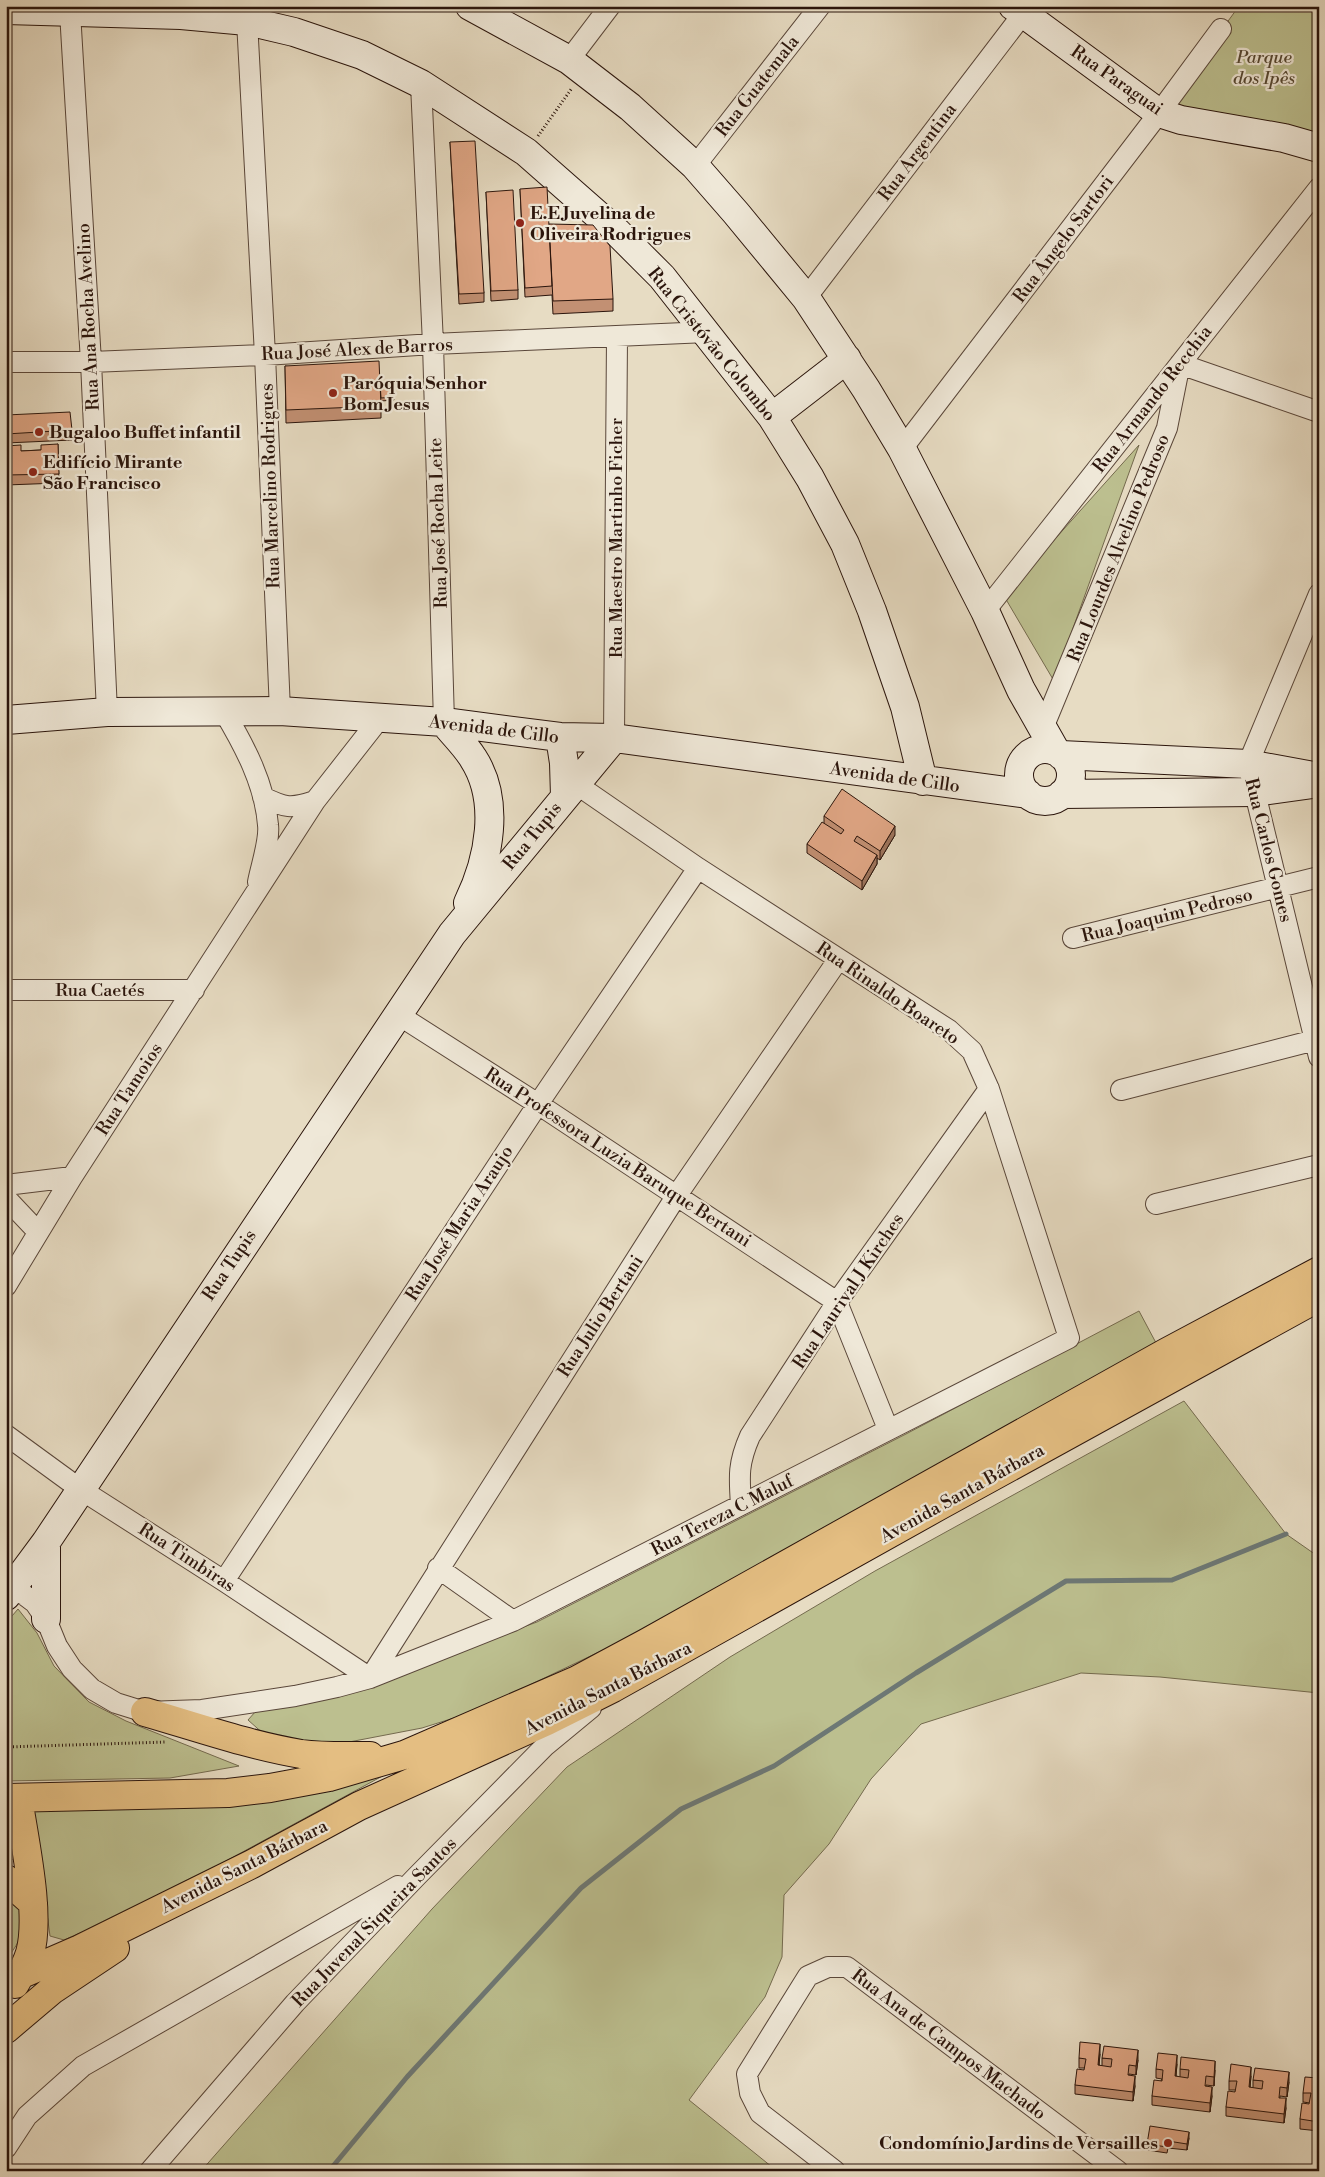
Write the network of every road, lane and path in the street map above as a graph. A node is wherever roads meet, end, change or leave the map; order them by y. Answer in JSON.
{"nodes":[{"id":1,"x":470,"y":6,"type":"edge"},
{"id":2,"x":610,"y":6,"type":"edge"},
{"id":3,"x":820,"y":6,"type":"edge"},
{"id":4,"x":1022,"y":9,"type":"edge"},
{"id":5,"x":6,"y":10,"type":"edge"},
{"id":6,"x":70,"y":12,"type":"junction"},
{"id":7,"x":247,"y":21,"type":"junction"},
{"id":8,"x":1221,"y":29,"type":"dead end"},
{"id":9,"x":576,"y":66,"type":"junction"},
{"id":10,"x":421,"y":84,"type":"junction"},
{"id":11,"x":1160,"y":113,"type":"junction"},
{"id":12,"x":1319,"y":148,"type":"edge"},
{"id":13,"x":526,"y":152,"type":"junction"},
{"id":14,"x":695,"y":166,"type":"junction"},
{"id":15,"x":1319,"y":188,"type":"edge"},
{"id":16,"x":806,"y":298,"type":"junction"},
{"id":17,"x":707,"y":332,"type":"junction"},
{"id":18,"x":617,"y":337,"type":"junction"},
{"id":19,"x":433,"y":344,"type":"junction"},
{"id":20,"x":265,"y":354,"type":"junction"},
{"id":21,"x":847,"y":359,"type":"junction"},
{"id":22,"x":6,"y":362,"type":"edge"},
{"id":23,"x":91,"y":362,"type":"junction"},
{"id":24,"x":1180,"y":364,"type":"junction"},
{"id":25,"x":819,"y":381,"type":"junction"},
{"id":26,"x":866,"y":388,"type":"junction"},
{"id":27,"x":1319,"y":412,"type":"edge"},
{"id":28,"x":772,"y":416,"type":"junction"},
{"id":29,"x":902,"y":449,"type":"junction"},
{"id":30,"x":1319,"y":594,"type":"edge"},
{"id":31,"x":984,"y":611,"type":"junction"},
{"id":32,"x":223,"y":710,"type":"junction"},
{"id":33,"x":280,"y":711,"type":"junction"},
{"id":34,"x":107,"y":712,"type":"junction"},
{"id":35,"x":380,"y":718,"type":"junction"},
{"id":36,"x":6,"y":720,"type":"edge"},
{"id":37,"x":444,"y":722,"type":"junction"},
{"id":38,"x":560,"y":737,"type":"junction"},
{"id":39,"x":614,"y":738,"type":"junction"},
{"id":40,"x":1042,"y":750,"type":"junction"},
{"id":41,"x":1248,"y":764,"type":"junction"},
{"id":42,"x":1319,"y":777,"type":"edge"},
{"id":43,"x":923,"y":781,"type":"junction"},
{"id":44,"x":1319,"y":783,"type":"edge"},
{"id":45,"x":978,"y":788,"type":"junction"},
{"id":46,"x":570,"y":790,"type":"junction"},
{"id":47,"x":1254,"y":792,"type":"junction"},
{"id":48,"x":1028,"y":794,"type":"junction"},
{"id":49,"x":1062,"y":794,"type":"junction"},
{"id":50,"x":263,"y":797,"type":"junction"},
{"id":51,"x":315,"y":801,"type":"junction"},
{"id":52,"x":488,"y":846,"type":"junction"},
{"id":53,"x":508,"y":866,"type":"junction"},
{"id":54,"x":698,"y":868,"type":"junction"},
{"id":55,"x":1319,"y":877,"type":"edge"},
{"id":56,"x":1278,"y":887,"type":"junction"},
{"id":57,"x":256,"y":894,"type":"junction"},
{"id":58,"x":452,"y":934,"type":"junction"},
{"id":59,"x":1073,"y":938,"type":"dead end"},
{"id":60,"x":838,"y":960,"type":"junction"},
{"id":61,"x":6,"y":990,"type":"edge"},
{"id":62,"x":194,"y":990,"type":"junction"},
{"id":63,"x":397,"y":1014,"type":"junction"},
{"id":64,"x":1317,"y":1045,"type":"edge"},
{"id":65,"x":988,"y":1089,"type":"junction"},
{"id":66,"x":1121,"y":1090,"type":"dead end"},
{"id":67,"x":538,"y":1104,"type":"junction"},
{"id":68,"x":1319,"y":1165,"type":"edge"},
{"id":69,"x":72,"y":1177,"type":"junction"},
{"id":70,"x":6,"y":1185,"type":"edge"},
{"id":71,"x":677,"y":1195,"type":"junction"},
{"id":72,"x":6,"y":1198,"type":"edge"},
{"id":73,"x":1156,"y":1204,"type":"dead end"},
{"id":74,"x":38,"y":1232,"type":"junction"},
{"id":75,"x":1319,"y":1271,"type":"edge"},
{"id":76,"x":6,"y":1286,"type":"edge"},
{"id":77,"x":1319,"y":1297,"type":"edge"},
{"id":78,"x":837,"y":1302,"type":"junction"},
{"id":79,"x":1069,"y":1338,"type":"joint"},
{"id":80,"x":1174,"y":1362,"type":"junction"},
{"id":81,"x":888,"y":1429,"type":"junction"},
{"id":82,"x":6,"y":1436,"type":"edge"},
{"id":83,"x":80,"y":1489,"type":"junction"},
{"id":84,"x":741,"y":1505,"type":"junction"},
{"id":85,"x":46,"y":1542,"type":"junction"},
{"id":86,"x":438,"y":1568,"type":"junction"},
{"id":87,"x":224,"y":1581,"type":"junction"},
{"id":88,"x":8,"y":1594,"type":"edge"},
{"id":89,"x":46,"y":1619,"type":"junction"},
{"id":90,"x":514,"y":1621,"type":"junction"},
{"id":91,"x":370,"y":1678,"type":"junction"},
{"id":92,"x":613,"y":1688,"type":"junction"},
{"id":93,"x":145,"y":1712,"type":"junction"},
{"id":94,"x":172,"y":1742,"type":"dead end"},
{"id":95,"x":6,"y":1747,"type":"edge"},
{"id":96,"x":404,"y":1755,"type":"junction"},
{"id":97,"x":12,"y":1798,"type":"edge"},
{"id":98,"x":252,"y":1864,"type":"junction"},
{"id":99,"x":417,"y":1876,"type":"junction"},
{"id":100,"x":6,"y":1879,"type":"edge"},
{"id":101,"x":33,"y":1903,"type":"junction"},
{"id":102,"x":13,"y":1978,"type":"edge"},
{"id":103,"x":6,"y":1999,"type":"edge"},
{"id":104,"x":6,"y":2029,"type":"edge"},
{"id":105,"x":6,"y":2148,"type":"edge"},
{"id":106,"x":1089,"y":2149,"type":"junction"},
{"id":107,"x":150,"y":2171,"type":"edge"},
{"id":108,"x":835,"y":2171,"type":"edge"},
{"id":109,"x":1096,"y":2171,"type":"edge"},
{"id":110,"x":1118,"y":2171,"type":"edge"}],
"edges":[{"from":1,"to":9,"type":"main road"},
{"from":2,"to":9,"type":"street"},
{"from":3,"to":14,"type":"street","name":"Rua Guatemala"},
{"from":4,"to":11,"type":"main road","name":"Rua Paraguai"},
{"from":4,"to":16,"type":"street","name":"Rua Argentina"},
{"from":5,"to":6,"type":"main road","name":"Rua Cristóvão Colombo"},
{"from":6,"to":7,"type":"main road","name":"Rua Cristóvão Colombo"},
{"from":6,"to":23,"type":"street","name":"Rua Ana Rocha Avelino"},
{"from":7,"to":10,"type":"main road","name":"Rua Cristóvão Colombo"},
{"from":7,"to":20,"type":"street","name":"Rua Marcelino Rodrigues"},
{"from":8,"to":11,"type":"street","name":"Rua Ângelo Sartori"},
{"from":9,"to":13,"type":"path"},
{"from":9,"to":14,"type":"main road"},
{"from":10,"to":13,"type":"main road","name":"Rua Cristóvão Colombo"},
{"from":10,"to":19,"type":"street","name":"Rua José Rocha Leite"},
{"from":11,"to":12,"type":"main road","name":"Rua Paraguai"},
{"from":11,"to":29,"type":"street","name":"Rua Ângelo Sartori"},
{"from":13,"to":17,"type":"main road","name":"Rua Cristóvão Colombo"},
{"from":14,"to":16,"type":"main road"},
{"from":15,"to":24,"type":"street","name":"Rua Armando Recchia"},
{"from":16,"to":21,"type":"main road"},
{"from":17,"to":18,"type":"street","name":"Rua José Alex de Barros"},
{"from":17,"to":28,"type":"main road","name":"Rua Cristóvão Colombo"},
{"from":18,"to":19,"type":"street","name":"Rua José Alex de Barros"},
{"from":18,"to":39,"type":"street","name":"Rua Maestro Martinho Ficher"},
{"from":19,"to":20,"type":"street","name":"Rua José Alex de Barros"},
{"from":19,"to":37,"type":"street","name":"Rua José Rocha Leite"},
{"from":20,"to":23,"type":"street","name":"Rua José Alex de Barros"},
{"from":20,"to":33,"type":"street","name":"Rua Marcelino Rodrigues"},
{"from":21,"to":25,"type":"main road"},
{"from":21,"to":26,"type":"main road"},
{"from":22,"to":23,"type":"street","name":"Rua José Alex de Barros"},
{"from":23,"to":34,"type":"street","name":"Rua Ana Rocha Avelino"},
{"from":24,"to":27,"type":"street"},
{"from":24,"to":31,"type":"street","name":"Rua Armando Recchia"},
{"from":24,"to":40,"type":"street","name":"Rua Lourdes Alvelino Pedroso"},
{"from":25,"to":26,"type":"main road"},
{"from":25,"to":28,"type":"main road"},
{"from":26,"to":29,"type":"main road"},
{"from":28,"to":43,"type":"main road","name":"Rua Cristóvão Colombo"},
{"from":29,"to":31,"type":"main road"},
{"from":30,"to":41,"type":"street","name":"Rua Carlos Gomes"},
{"from":31,"to":40,"type":"main road"},
{"from":32,"to":33,"type":"main road","name":"Avenida de Cillo"},
{"from":32,"to":34,"type":"main road","name":"Avenida de Cillo"},
{"from":32,"to":50,"type":"street","name":"Rua Tamoios"},
{"from":33,"to":35,"type":"main road","name":"Avenida de Cillo"},
{"from":34,"to":36,"type":"main road","name":"Avenida de Cillo"},
{"from":35,"to":37,"type":"main road","name":"Avenida de Cillo"},
{"from":35,"to":51,"type":"street","name":"Rua Tamoios"},
{"from":37,"to":38,"type":"main road","name":"Avenida de Cillo"},
{"from":37,"to":52,"type":"main road","name":"Rua Tupis"},
{"from":38,"to":39,"type":"main road","name":"Avenida de Cillo"},
{"from":38,"to":46,"type":"main road"},
{"from":39,"to":43,"type":"main road","name":"Avenida de Cillo"},
{"from":39,"to":46,"type":"main road","name":"Rua Tupis"},
{"from":40,"to":41,"type":"main road"},
{"from":40,"to":45,"type":"main road","name":"Avenida de Cillo"},
{"from":40,"to":48,"type":"main road"},
{"from":40,"to":49,"type":"main road"},
{"from":41,"to":42,"type":"main road"},
{"from":41,"to":47,"type":"street","name":"Rua Carlos Gomes"},
{"from":43,"to":45,"type":"main road","name":"Avenida de Cillo"},
{"from":44,"to":47,"type":"main road"},
{"from":45,"to":48,"type":"main road","name":"Avenida de Cillo"},
{"from":46,"to":53,"type":"main road","name":"Rua Tupis"},
{"from":46,"to":54,"type":"street","name":"Rua Rinaldo Boareto"},
{"from":47,"to":49,"type":"main road"},
{"from":47,"to":56,"type":"street","name":"Rua Carlos Gomes"},
{"from":48,"to":49,"type":"main road"},
{"from":50,"to":51,"type":"street"},
{"from":50,"to":57,"type":"street","name":"Rua Tamoios"},
{"from":51,"to":57,"type":"street","name":"Rua Tamoios"},
{"from":52,"to":53,"type":"main road"},
{"from":52,"to":58,"type":"main road","name":"Rua Tupis"},
{"from":53,"to":58,"type":"main road","name":"Rua Tupis"},
{"from":54,"to":60,"type":"street","name":"Rua Rinaldo Boareto"},
{"from":54,"to":67,"type":"street","name":"Rua José Maria Araujo"},
{"from":55,"to":56,"type":"street","name":"Rua Joaquim Pedroso"},
{"from":56,"to":59,"type":"street","name":"Rua Joaquim Pedroso"},
{"from":56,"to":64,"type":"street","name":"Rua Carlos Gomes"},
{"from":57,"to":62,"type":"street","name":"Rua Tamoios"},
{"from":58,"to":63,"type":"main road","name":"Rua Tupis"},
{"from":60,"to":65,"type":"street","name":"Rua Rinaldo Boareto"},
{"from":60,"to":71,"type":"street","name":"Rua Julio Bertani"},
{"from":61,"to":62,"type":"street","name":"Rua Caetés"},
{"from":62,"to":69,"type":"street","name":"Rua Tamoios"},
{"from":63,"to":67,"type":"street","name":"Rua Professora Luzia Baruque Bertani"},
{"from":63,"to":83,"type":"main road","name":"Rua Tupis"},
{"from":64,"to":66,"type":"street"},
{"from":65,"to":78,"type":"street","name":"Rua Laurival J Kirches"},
{"from":65,"to":79,"type":"street","name":"Rua Rinaldo Boareto"},
{"from":67,"to":71,"type":"street","name":"Rua Professora Luzia Baruque Bertani"},
{"from":67,"to":87,"type":"street","name":"Rua José Maria Araujo"},
{"from":68,"to":73,"type":"street"},
{"from":69,"to":70,"type":"street"},
{"from":69,"to":74,"type":"street","name":"Rua Tamoios"},
{"from":71,"to":78,"type":"street","name":"Rua Professora Luzia Baruque Bertani"},
{"from":71,"to":86,"type":"street","name":"Rua Julio Bertani"},
{"from":72,"to":74,"type":"street"},
{"from":74,"to":76,"type":"street","name":"Rua Tamoios"},
{"from":75,"to":80,"type":"main road"},
{"from":77,"to":80,"type":"main road"},
{"from":78,"to":81,"type":"street"},
{"from":78,"to":84,"type":"street","name":"Rua Laurival J Kirches"},
{"from":79,"to":81,"type":"street","name":"Rua Tereza C Maluf"},
{"from":80,"to":92,"type":"main road","name":"Avenida Santa Bárbara"},
{"from":80,"to":96,"type":"main road","name":"Avenida Santa Bárbara"},
{"from":81,"to":84,"type":"street","name":"Rua Tereza C Maluf"},
{"from":82,"to":83,"type":"street","name":"Rua Timbiras"},
{"from":83,"to":85,"type":"main road","name":"Rua Tupis"},
{"from":83,"to":87,"type":"street","name":"Rua Timbiras"},
{"from":84,"to":90,"type":"street","name":"Rua Tereza C Maluf"},
{"from":85,"to":88,"type":"main road","name":"Rua Tupis"},
{"from":85,"to":89,"type":"main road"},
{"from":86,"to":90,"type":"street"},
{"from":86,"to":91,"type":"street","name":"Rua Julio Bertani"},
{"from":87,"to":91,"type":"street","name":"Rua Timbiras"},
{"from":88,"to":89,"type":"street","name":"Rua Tereza C Maluf"},
{"from":89,"to":93,"type":"street","name":"Rua Tereza C Maluf"},
{"from":90,"to":91,"type":"street","name":"Rua Tereza C Maluf"},
{"from":91,"to":93,"type":"street","name":"Rua Tereza C Maluf"},
{"from":92,"to":98,"type":"main road","name":"Avenida Santa Bárbara"},
{"from":92,"to":99,"type":"street","name":"Rua Juvenal Siqueira Santos"},
{"from":93,"to":96,"type":"main road"},
{"from":94,"to":95,"type":"path"},
{"from":96,"to":97,"type":"main road","name":"Avenida Santa Bárbara"},
{"from":97,"to":101,"type":"main road","name":"Avenida Santa Bárbara"},
{"from":98,"to":102,"type":"main road","name":"Avenida Santa Bárbara"},
{"from":98,"to":104,"type":"main road"},
{"from":99,"to":105,"type":"street"},
{"from":99,"to":107,"type":"street","name":"Rua Juvenal Siqueira Santos"},
{"from":100,"to":101,"type":"main road"},
{"from":101,"to":102,"type":"main road","name":"Avenida Santa Bárbara"},
{"from":102,"to":103,"type":"main road","name":"Avenida Santa Bárbara"},
{"from":106,"to":108,"type":"street","name":"Rua Ana de Campos Machado"},
{"from":106,"to":109,"type":"street"},
{"from":106,"to":110,"type":"street","name":"Rua Ana de Campos Machado"}]}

○ ○ ○ ○ ○ ○ ○

- **Exercise goal**:
Whenever the word "Gomes" shows up in a line above, copy that line.

- **Response to this task**:
{"from":30,"to":41,"type":"street","name":"Rua Carlos Gomes"},
{"from":41,"to":47,"type":"street","name":"Rua Carlos Gomes"},
{"from":47,"to":56,"type":"street","name":"Rua Carlos Gomes"},
{"from":56,"to":64,"type":"street","name":"Rua Carlos Gomes"},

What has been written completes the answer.